#### Required work
Write out the records in full, exactly as given, but without the images.

#### Data under study
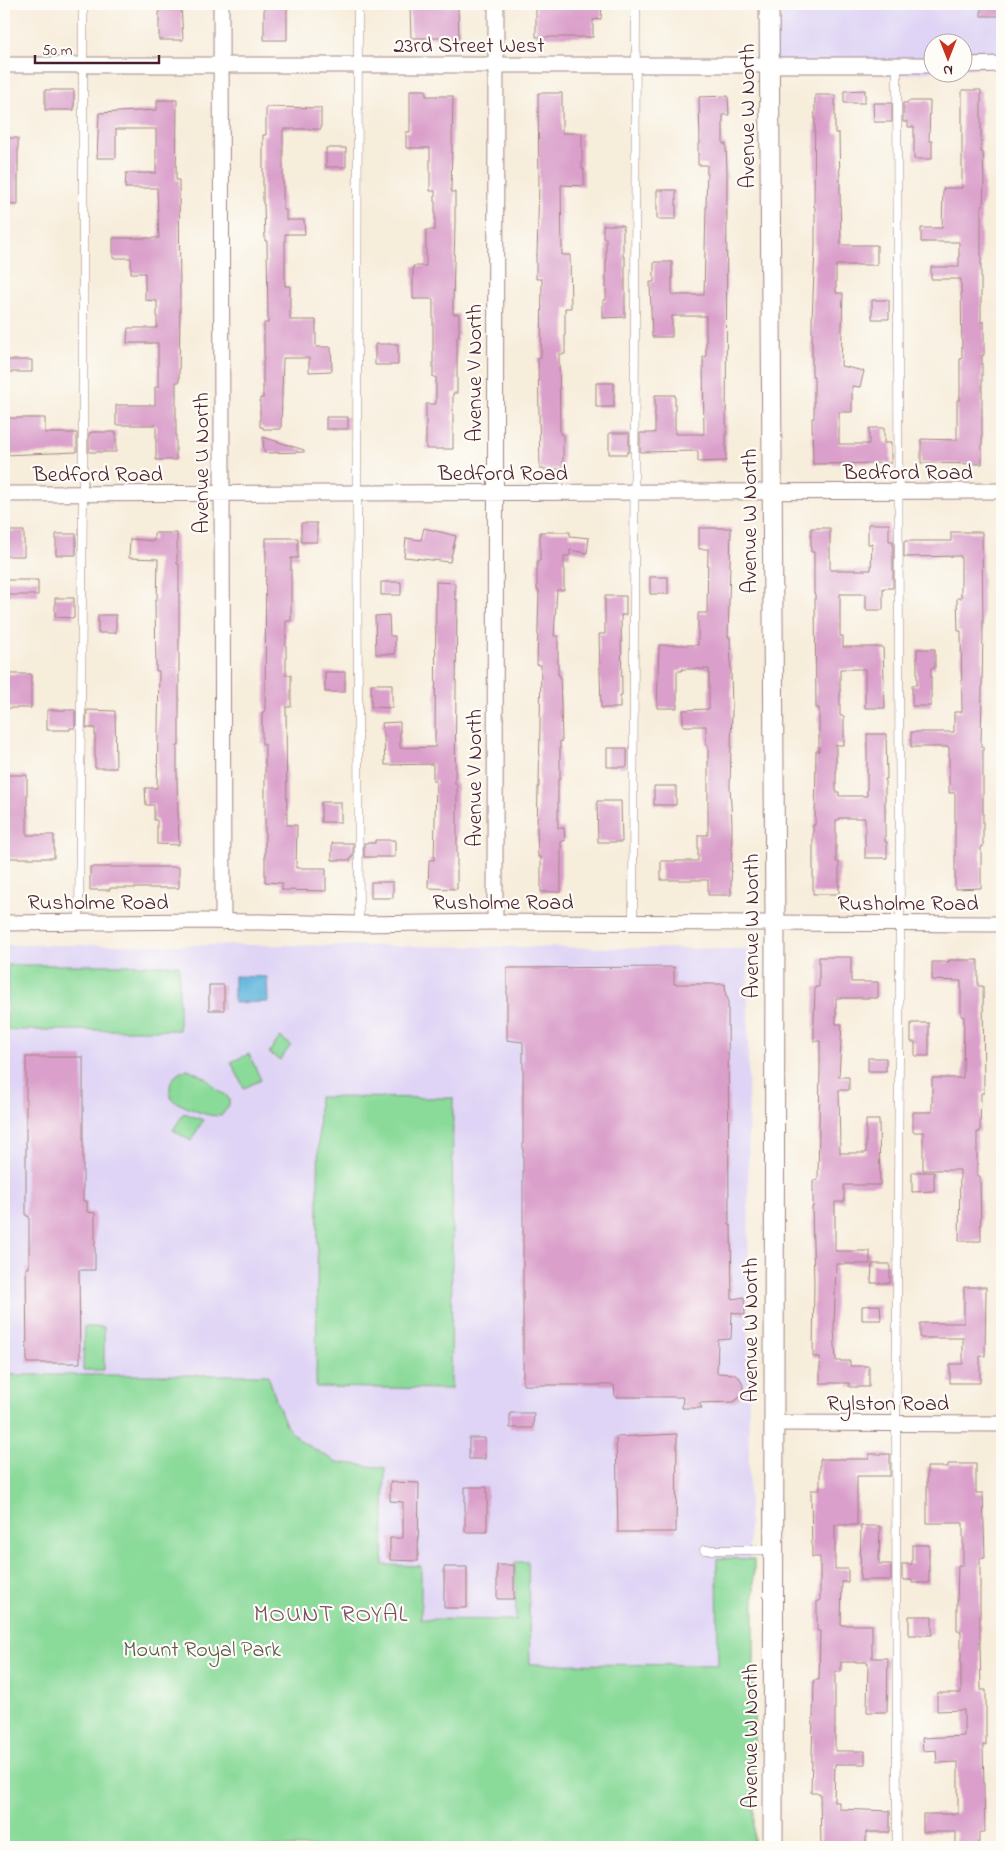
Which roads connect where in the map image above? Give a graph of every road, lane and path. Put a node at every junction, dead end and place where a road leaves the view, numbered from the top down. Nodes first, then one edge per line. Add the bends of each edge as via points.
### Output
1 (83, 4) edge
2 (221, 4) edge
3 (358, 4) edge
4 (496, 4) edge
5 (636, 4) edge
6 (769, 4) edge
7 (221, 64) junction
8 (1002, 64) edge
9 (4, 65) edge
10 (82, 65) junction
11 (358, 65) junction
12 (897, 65) junction
13 (924, 65) edge
14 (974, 65) edge
15 (496, 66) junction
16 (636, 66) junction
17 (770, 66) junction
18 (1002, 491) edge
19 (898, 492) junction
20 (633, 493) junction
21 (772, 493) junction
22 (4, 494) edge
23 (83, 494) junction
24 (221, 494) junction
25 (357, 494) junction
26 (494, 494) junction
27 (4, 922) edge
28 (80, 922) junction
29 (223, 922) junction
30 (495, 922) junction
31 (633, 922) junction
32 (775, 923) junction
33 (899, 923) junction
34 (359, 924) junction
35 (1002, 924) edge
36 (773, 1423) junction
37 (896, 1423) junction
38 (1002, 1424) edge
39 (704, 1550) dead end
40 (772, 1550) junction
41 (773, 1847) edge
42 (897, 1847) edge

1 - 10 lane
2 - 7 street, Avenue U North
3 - 11 lane
4 - 15 street, Avenue V North
5 - 16 lane
6 - 17 street, Avenue W North
7 - 10 street, 23rd Street West
7 - 11 street, 23rd Street West
7 - 24 street, Avenue U North
8 - 14 street
9 - 10 street, 23rd Street West
10 - 23 lane
11 - 15 street, 23rd Street West
11 - 25 lane
12 - 13 street, 23rd Street West
12 - 17 street, 23rd Street West
12 - 19 lane
15 - 16 street, 23rd Street West
15 - 26 street, Avenue V North
16 - 17 street, 23rd Street West
16 - 20 lane
17 - 21 street, Avenue W North
18 - 19 street, Bedford Road
19 - 21 street, Bedford Road
19 - 33 lane
20 - 21 street, Bedford Road
20 - 26 street, Bedford Road
20 - 31 lane
21 - 32 street, Avenue W North
22 - 23 street, Bedford Road
23 - 24 street, Bedford Road
23 - 28 lane
24 - 25 street, Bedford Road
24 - 29 street, Avenue U North
25 - 26 street, Bedford Road
25 - 34 lane
26 - 30 street, Avenue V North
27 - 28 street, Rusholme Road
28 - 29 street, Rusholme Road
29 - 34 street, Rusholme Road
30 - 31 street, Rusholme Road
30 - 34 street, Rusholme Road
31 - 32 street, Rusholme Road
32 - 33 street, Rusholme Road
32 - 36 street, Avenue W North
33 - 35 street, Rusholme Road
33 - 37 lane
36 - 37 street, Rylston Road
36 - 40 street, Avenue W North
37 - 38 street, Rylston Road
37 - 42 lane
39 - 40 lane
40 - 41 street, Avenue W North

#### Exercise output
Which roads connect where in the map image above? Give a graph of every road, lane and path. Put a node at every junction, dead end and place where a road leaves the view, numbered from the top down. Nodes first, then one edge per line. Add the bends of each edge as via points.
### Output
1 (83, 4) edge
2 (221, 4) edge
3 (358, 4) edge
4 (496, 4) edge
5 (636, 4) edge
6 (769, 4) edge
7 (221, 64) junction
8 (1002, 64) edge
9 (4, 65) edge
10 (82, 65) junction
11 (358, 65) junction
12 (897, 65) junction
13 (924, 65) edge
14 (974, 65) edge
15 (496, 66) junction
16 (636, 66) junction
17 (770, 66) junction
18 (1002, 491) edge
19 (898, 492) junction
20 (633, 493) junction
21 (772, 493) junction
22 (4, 494) edge
23 (83, 494) junction
24 (221, 494) junction
25 (357, 494) junction
26 (494, 494) junction
27 (4, 922) edge
28 (80, 922) junction
29 (223, 922) junction
30 (495, 922) junction
31 (633, 922) junction
32 (775, 923) junction
33 (899, 923) junction
34 (359, 924) junction
35 (1002, 924) edge
36 (773, 1423) junction
37 (896, 1423) junction
38 (1002, 1424) edge
39 (704, 1550) dead end
40 (772, 1550) junction
41 (773, 1847) edge
42 (897, 1847) edge

1 - 10 lane
2 - 7 street, Avenue U North
3 - 11 lane
4 - 15 street, Avenue V North
5 - 16 lane
6 - 17 street, Avenue W North
7 - 10 street, 23rd Street West
7 - 11 street, 23rd Street West
7 - 24 street, Avenue U North
8 - 14 street
9 - 10 street, 23rd Street West
10 - 23 lane
11 - 15 street, 23rd Street West
11 - 25 lane
12 - 13 street, 23rd Street West
12 - 17 street, 23rd Street West
12 - 19 lane
15 - 16 street, 23rd Street West
15 - 26 street, Avenue V North
16 - 17 street, 23rd Street West
16 - 20 lane
17 - 21 street, Avenue W North
18 - 19 street, Bedford Road
19 - 21 street, Bedford Road
19 - 33 lane
20 - 21 street, Bedford Road
20 - 26 street, Bedford Road
20 - 31 lane
21 - 32 street, Avenue W North
22 - 23 street, Bedford Road
23 - 24 street, Bedford Road
23 - 28 lane
24 - 25 street, Bedford Road
24 - 29 street, Avenue U North
25 - 26 street, Bedford Road
25 - 34 lane
26 - 30 street, Avenue V North
27 - 28 street, Rusholme Road
28 - 29 street, Rusholme Road
29 - 34 street, Rusholme Road
30 - 31 street, Rusholme Road
30 - 34 street, Rusholme Road
31 - 32 street, Rusholme Road
32 - 33 street, Rusholme Road
32 - 36 street, Avenue W North
33 - 35 street, Rusholme Road
33 - 37 lane
36 - 37 street, Rylston Road
36 - 40 street, Avenue W North
37 - 38 street, Rylston Road
37 - 42 lane
39 - 40 lane
40 - 41 street, Avenue W North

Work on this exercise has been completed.